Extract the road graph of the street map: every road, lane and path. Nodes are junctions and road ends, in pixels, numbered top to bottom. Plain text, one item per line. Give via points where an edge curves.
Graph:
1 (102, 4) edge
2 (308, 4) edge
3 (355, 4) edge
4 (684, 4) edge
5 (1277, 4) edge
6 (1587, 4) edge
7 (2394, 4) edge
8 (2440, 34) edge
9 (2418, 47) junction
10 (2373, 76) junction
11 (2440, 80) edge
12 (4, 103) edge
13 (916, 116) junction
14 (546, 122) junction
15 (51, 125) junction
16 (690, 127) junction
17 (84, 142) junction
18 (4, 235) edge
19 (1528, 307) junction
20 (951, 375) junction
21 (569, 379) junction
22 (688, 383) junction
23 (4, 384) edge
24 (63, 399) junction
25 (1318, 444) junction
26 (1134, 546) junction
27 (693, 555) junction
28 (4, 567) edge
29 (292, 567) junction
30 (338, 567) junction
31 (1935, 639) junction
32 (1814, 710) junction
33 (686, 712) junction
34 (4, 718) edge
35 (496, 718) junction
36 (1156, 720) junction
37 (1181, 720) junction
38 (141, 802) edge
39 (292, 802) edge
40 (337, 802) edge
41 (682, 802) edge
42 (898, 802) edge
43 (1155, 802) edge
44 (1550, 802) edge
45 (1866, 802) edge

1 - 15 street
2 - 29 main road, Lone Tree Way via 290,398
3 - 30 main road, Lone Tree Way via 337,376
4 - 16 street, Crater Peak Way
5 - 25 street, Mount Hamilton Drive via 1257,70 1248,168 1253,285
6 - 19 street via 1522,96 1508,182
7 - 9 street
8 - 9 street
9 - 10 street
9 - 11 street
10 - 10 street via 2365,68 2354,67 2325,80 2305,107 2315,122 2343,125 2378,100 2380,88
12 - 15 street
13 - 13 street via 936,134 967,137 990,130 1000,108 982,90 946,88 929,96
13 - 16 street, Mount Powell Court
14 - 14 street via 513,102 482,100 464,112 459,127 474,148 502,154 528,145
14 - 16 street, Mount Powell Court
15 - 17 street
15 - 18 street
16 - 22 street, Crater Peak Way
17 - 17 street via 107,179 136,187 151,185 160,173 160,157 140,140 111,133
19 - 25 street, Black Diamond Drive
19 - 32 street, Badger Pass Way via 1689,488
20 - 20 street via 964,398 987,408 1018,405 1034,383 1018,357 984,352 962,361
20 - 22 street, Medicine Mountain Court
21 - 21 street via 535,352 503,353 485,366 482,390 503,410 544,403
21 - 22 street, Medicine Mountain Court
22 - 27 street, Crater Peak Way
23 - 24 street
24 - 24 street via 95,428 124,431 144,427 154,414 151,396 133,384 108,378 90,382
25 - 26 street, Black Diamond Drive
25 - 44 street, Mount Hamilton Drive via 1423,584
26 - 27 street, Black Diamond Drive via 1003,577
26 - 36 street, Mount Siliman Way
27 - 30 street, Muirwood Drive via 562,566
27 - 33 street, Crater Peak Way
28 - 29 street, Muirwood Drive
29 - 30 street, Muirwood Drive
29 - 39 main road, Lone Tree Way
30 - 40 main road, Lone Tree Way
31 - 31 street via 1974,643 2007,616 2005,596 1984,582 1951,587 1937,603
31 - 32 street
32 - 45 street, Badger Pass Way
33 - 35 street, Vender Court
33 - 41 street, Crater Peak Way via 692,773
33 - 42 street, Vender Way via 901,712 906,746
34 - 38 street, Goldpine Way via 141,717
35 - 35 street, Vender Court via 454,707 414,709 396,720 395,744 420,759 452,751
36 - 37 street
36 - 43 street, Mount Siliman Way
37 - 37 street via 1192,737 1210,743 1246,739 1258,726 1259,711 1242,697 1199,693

* * *

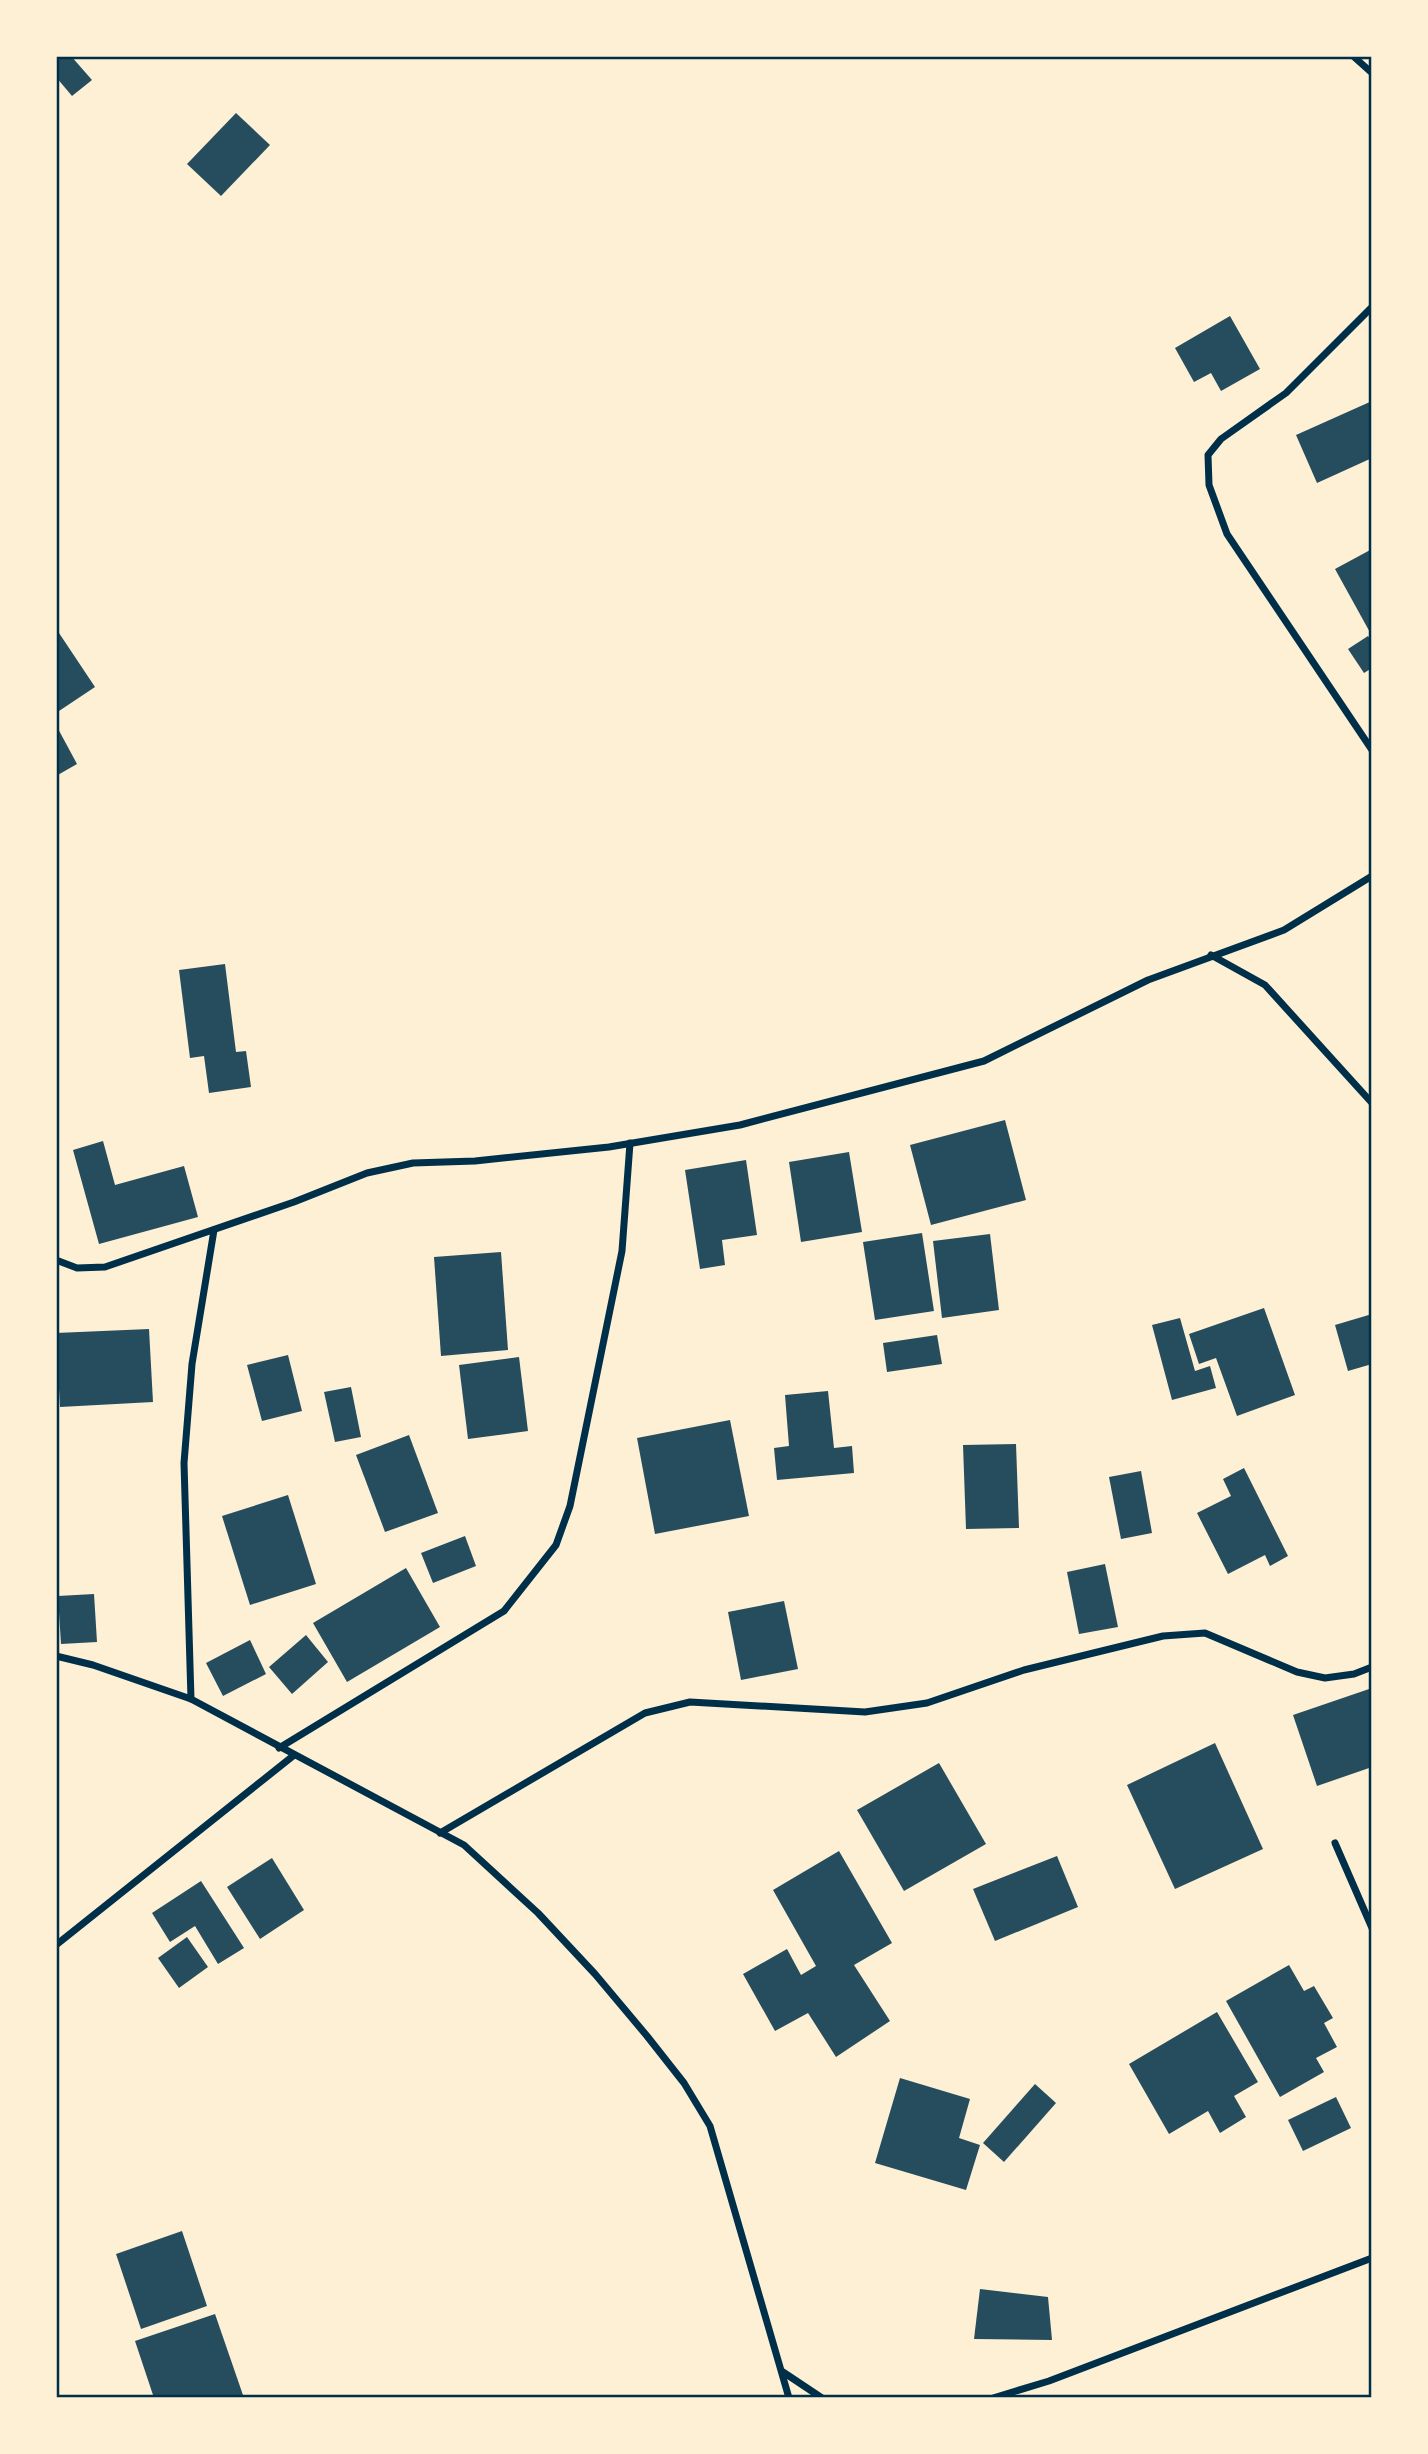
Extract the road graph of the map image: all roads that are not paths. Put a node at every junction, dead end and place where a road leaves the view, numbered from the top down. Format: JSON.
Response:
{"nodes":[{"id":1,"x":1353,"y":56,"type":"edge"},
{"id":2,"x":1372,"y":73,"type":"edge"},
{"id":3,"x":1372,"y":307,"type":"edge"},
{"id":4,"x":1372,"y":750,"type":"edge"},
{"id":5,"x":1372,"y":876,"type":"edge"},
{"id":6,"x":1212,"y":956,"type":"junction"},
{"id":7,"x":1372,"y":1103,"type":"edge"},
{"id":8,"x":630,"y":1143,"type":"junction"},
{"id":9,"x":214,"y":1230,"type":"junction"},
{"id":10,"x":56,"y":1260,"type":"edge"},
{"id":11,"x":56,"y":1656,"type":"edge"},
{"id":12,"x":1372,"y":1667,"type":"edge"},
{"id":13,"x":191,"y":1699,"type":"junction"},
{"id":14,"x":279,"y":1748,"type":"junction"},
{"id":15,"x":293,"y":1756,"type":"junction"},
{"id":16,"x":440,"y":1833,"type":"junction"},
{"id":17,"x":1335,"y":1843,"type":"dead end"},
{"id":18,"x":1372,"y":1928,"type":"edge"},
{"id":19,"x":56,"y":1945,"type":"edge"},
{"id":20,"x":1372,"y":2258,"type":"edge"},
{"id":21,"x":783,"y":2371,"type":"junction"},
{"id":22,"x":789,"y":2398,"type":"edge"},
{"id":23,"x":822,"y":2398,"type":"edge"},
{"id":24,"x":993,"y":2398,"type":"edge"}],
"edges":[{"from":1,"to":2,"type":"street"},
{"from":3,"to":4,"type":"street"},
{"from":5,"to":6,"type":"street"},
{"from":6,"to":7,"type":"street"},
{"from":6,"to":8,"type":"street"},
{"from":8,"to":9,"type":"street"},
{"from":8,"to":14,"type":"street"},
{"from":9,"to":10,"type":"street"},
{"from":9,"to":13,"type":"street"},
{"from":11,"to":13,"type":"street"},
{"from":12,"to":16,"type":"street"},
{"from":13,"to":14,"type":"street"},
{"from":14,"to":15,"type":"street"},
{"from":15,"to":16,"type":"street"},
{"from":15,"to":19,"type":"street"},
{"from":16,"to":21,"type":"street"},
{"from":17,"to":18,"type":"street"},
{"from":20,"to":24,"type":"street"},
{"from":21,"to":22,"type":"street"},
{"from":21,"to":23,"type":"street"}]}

> INSTRUCTIONS TO FOLLOW: Which lines of the records contain the word "Vender"? Copy each of them.

> ANSWER TO THIS PROBLEM:
33 - 35 street, Vender Court
33 - 42 street, Vender Way via 901,712 906,746
35 - 35 street, Vender Court via 454,707 414,709 396,720 395,744 420,759 452,751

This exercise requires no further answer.